++++ Records for processing

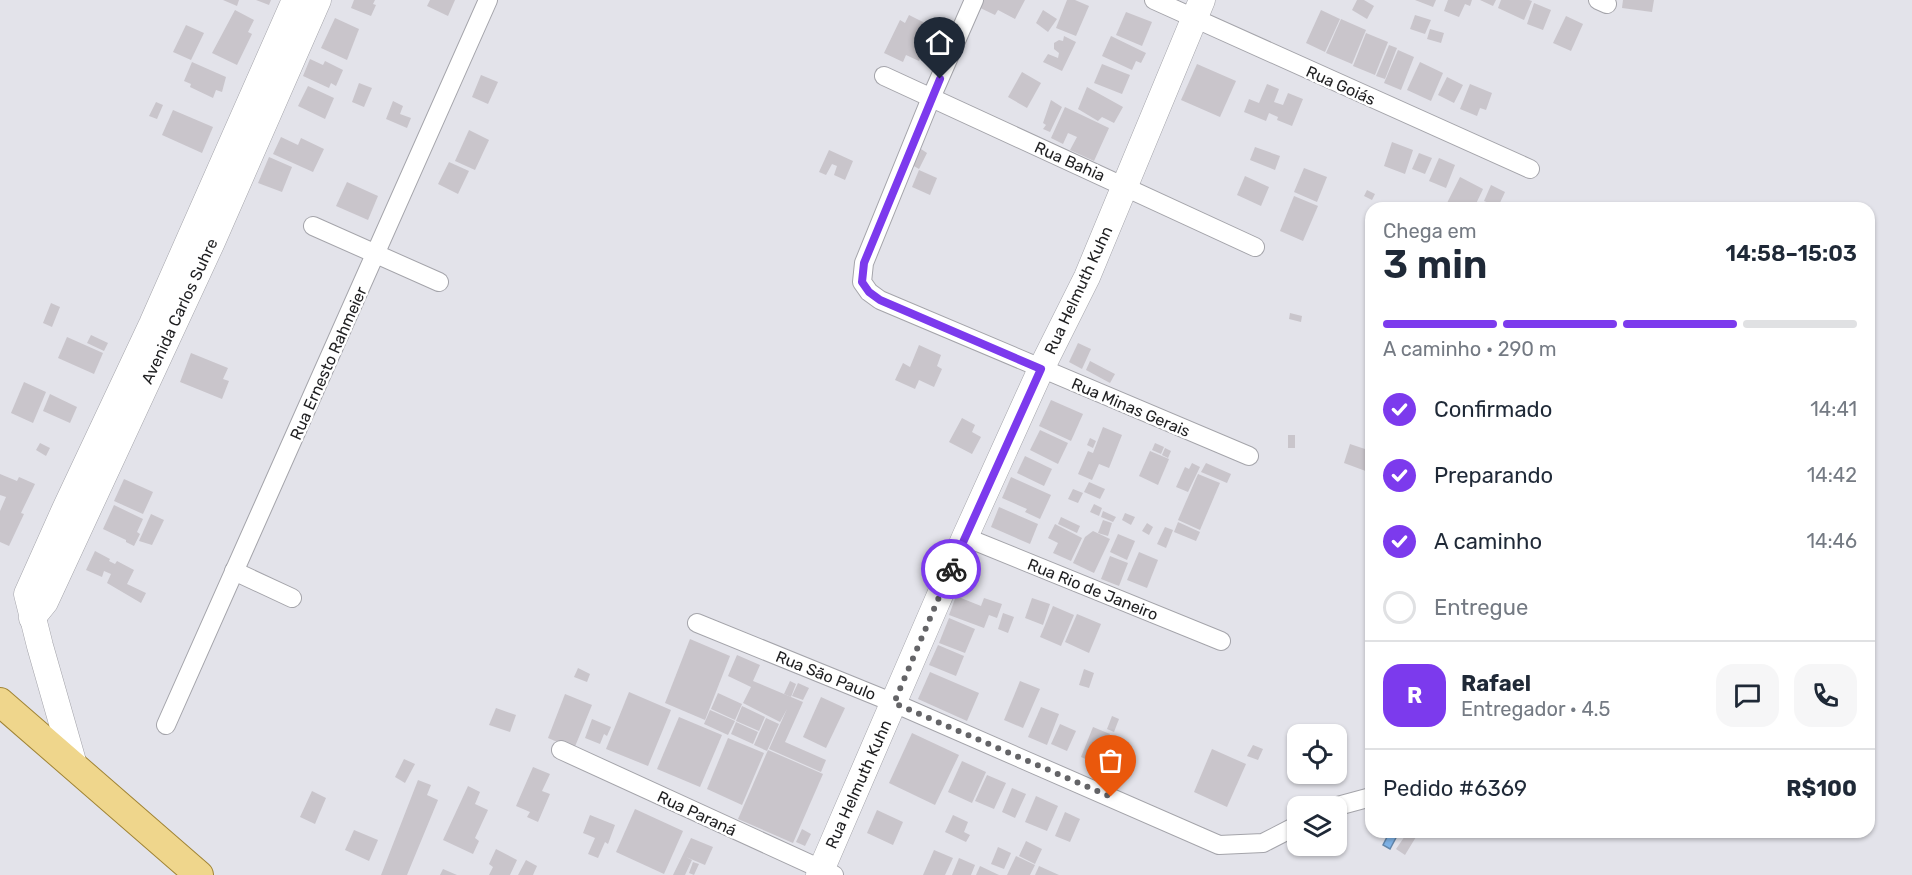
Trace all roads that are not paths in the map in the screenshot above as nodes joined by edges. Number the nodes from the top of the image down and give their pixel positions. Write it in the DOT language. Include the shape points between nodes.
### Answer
graph roads {
  1 [pos="295,0"];
  2 [pos="318,0"];
  3 [pos="488,0"];
  4 [pos="974,0"];
  5 [pos="1154,0"];
  6 [pos="1198,9"];
  7 [pos="884,76"];
  8 [pos="931,98"];
  9 [pos="1530,169"];
  10 [pos="226,182"];
  11 [pos="1124,186"];
  12 [pos="313,226"];
  13 [pos="1255,247"];
  14 [pos="376,255"];
  15 [pos="439,282"];
  16 [pos="1041,369"];
  17 [pos="1249,456"];
  18 [pos="965,537"];
  19 [pos="234,571"];
  20 [pos="292,598"];
  21 [pos="697,623"];
  22 [pos="1221,640"];
  23 [pos="0,702"];
  24 [pos="894,703"];
  25 [pos="166,725"];
  26 [pos="561,750"];
  27 [pos="74,765"];
  28 [pos="1365,799"];
  29 [pos="1347,803"];
  30 [pos="1287,831"];
  31 [pos="825,873"];
  32 [pos="199,875"];
  1 -- 10 [label="street, Avenida Carlos Suhre"];
  2 -- 10 [label="street, Avenida Carlos Suhre"];
  3 -- 14 [label="street, Rua Ernesto Rahmeier"];
  4 -- 8 [label="street"];
  5 -- 6 [label="street, Rua Goiás"];
  6 -- 9 [label="street, Rua Goiás"];
  6 -- 11 [label="street, Rua Helmuth Kuhn"];
  7 -- 8 [label="street, Rua Bahia"];
  8 -- 11 [label="street, Rua Bahia"];
  8 -- 16 [label="street, Rua Minas Gerais" via="864,263 862,282 880,300"];
  10 -- 27 [label="street, Avenida Carlos Suhre" via="45,602 32,618"];
  11 -- 13 [label="street, Rua Bahia"];
  11 -- 16 [label="street, Rua Helmuth Kuhn" via="1087,277"];
  12 -- 14 [label="street"];
  14 -- 15 [label="street"];
  14 -- 19 [label="street, Rua Ernesto Rahmeier"];
  16 -- 17 [label="street, Rua Minas Gerais"];
  16 -- 18 [label="street, Rua Helmuth Kuhn"];
  18 -- 22 [label="street, Rua Rio de Janeiro"];
  18 -- 24 [label="street, Rua Helmuth Kuhn"];
  19 -- 20 [label="street"];
  19 -- 25 [label="street, Rua Ernesto Rahmeier"];
  21 -- 24 [label="street, Rua São Paulo"];
  23 -- 27 [label="main road"];
  24 -- 30 [label="street, Rua São Paulo" via="1220,845 1263,843"];
  24 -- 31 [label="street, Rua Helmuth Kuhn"];
  26 -- 31 [label="street, Rua Paraná"];
  27 -- 32 [label="main road"];
  28 -- 29 [label="street"];
}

++++++++

Problem statement — Using the records above, report each line that contains the word "Minas" by copying it.

Written response —
  8 -- 16 [label="street, Rua Minas Gerais" via="864,263 862,282 880,300"];
  16 -- 17 [label="street, Rua Minas Gerais"];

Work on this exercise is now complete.